Despite months of industry preparation, the TRID rule’s implementation has been fraught with uncertainty. While closings have not ground to a halt as some predicted, questions remain and reports of the lack of compliance – and perhaps the industry’s inability to comply – with the rule abound.

Accordingly, on December 21, 2015, the Mortgage Bankers Association (MBA) wrote to CFPB to outline the issues, express the industry’s concerns, and propose an interim solution.

The problem is that, in reviewing loans for compliance, due diligence companies have adopted an “extremely conservative interpretation” of the TRID rule, resulting in a 90 percent non-compliance rate. This could render loan originators unable to move loans to the secondary market, or force them to sell them at substantial discounts, ultimately leading to liquidity problems. It is also unknown how government-sponsored enterprises (GSEs) will interpret the TRID rule, and whether they will demand repurchase and indemnification for the lack of technical compliance. The MBA proposed written clarification on a lender’s ability to correct a variety of these technical errors.

On December 29, 2015, Director Cordray responded, offering reassurances that the “first few months” of examinations would be corrective, not punitive. He also noted the GSEs’ intent not to exercise remedies where good faith efforts are present. He downplayed the potential for civil liability, citing caps on statutory damages under TILA. Investors rejecting loans based on technical TRID rule violations, he concluded, would be doing so for reasons unrelated to potential TRID rule liability.

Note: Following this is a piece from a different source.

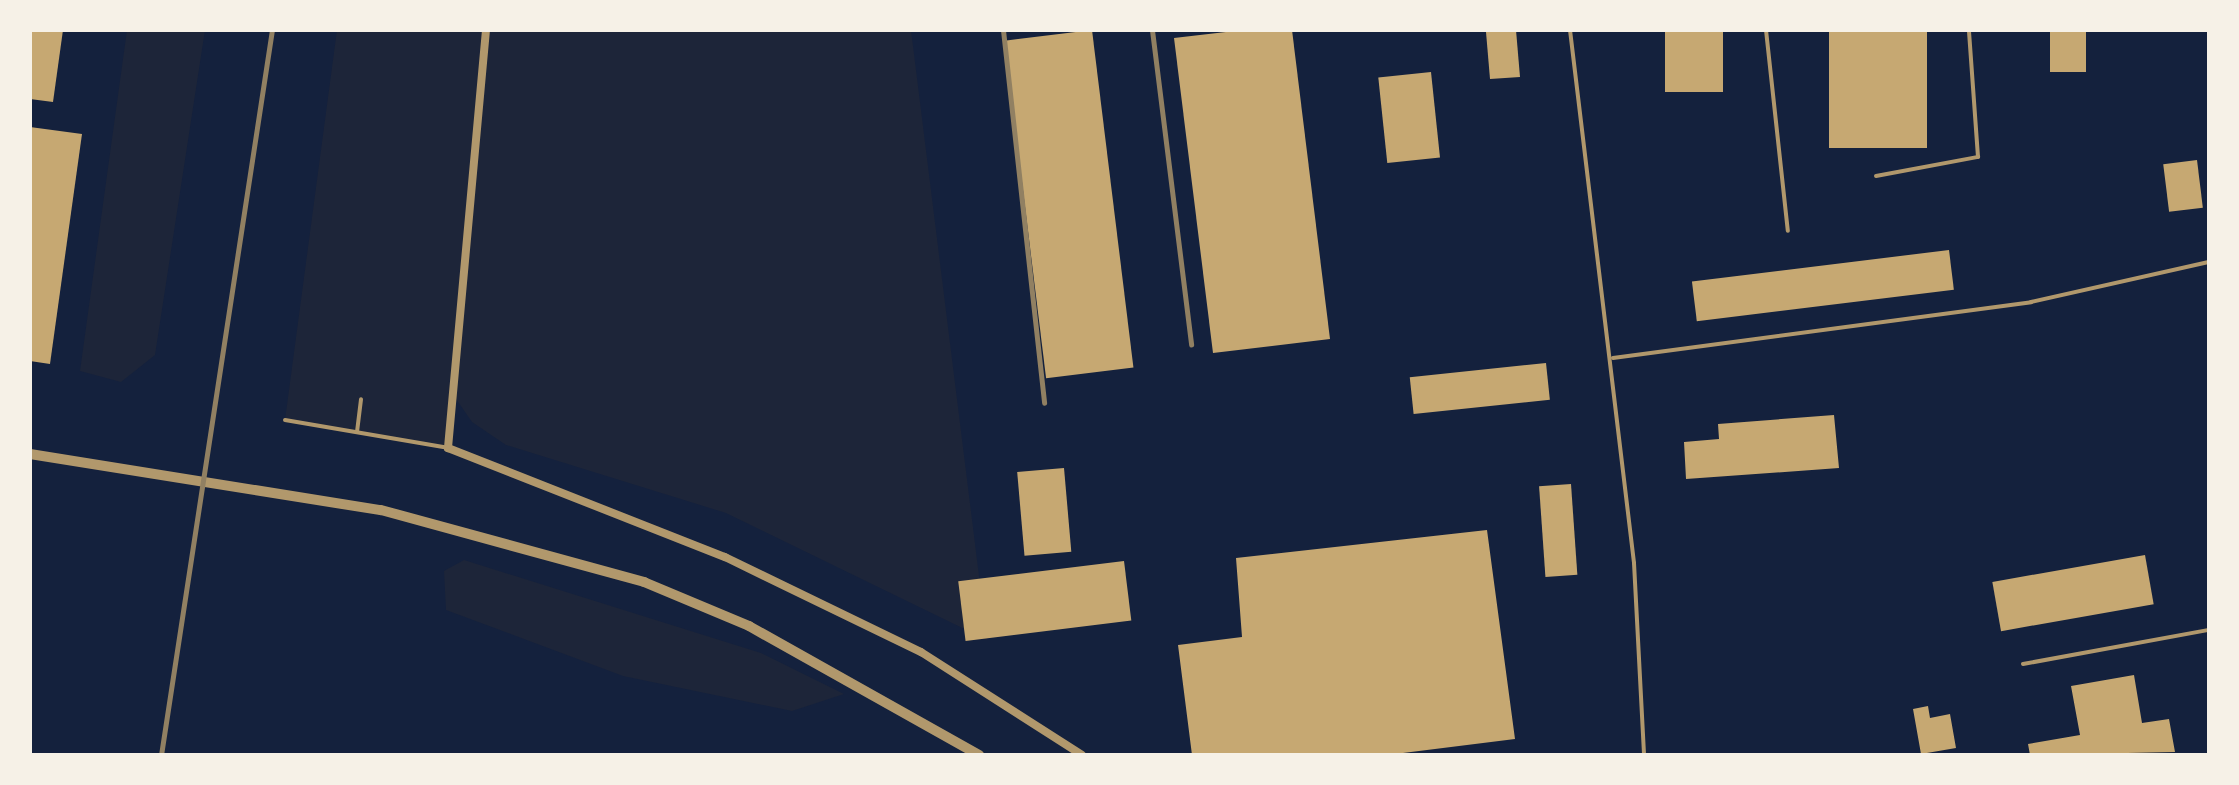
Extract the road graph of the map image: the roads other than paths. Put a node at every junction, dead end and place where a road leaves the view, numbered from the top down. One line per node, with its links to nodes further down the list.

A good faith implementation period provides some comfort. However, the director’s letter is not a compliance bulletin or supervisory memo and does not appear to be an official interpretation of the TRID rule. Moreover, his comments do not consider potential liability for actual damages and attorney’s fees. As a result, the TRID rule’s future enforcement, its impact on the secondary market, and the potential for civil liability remain uncertain.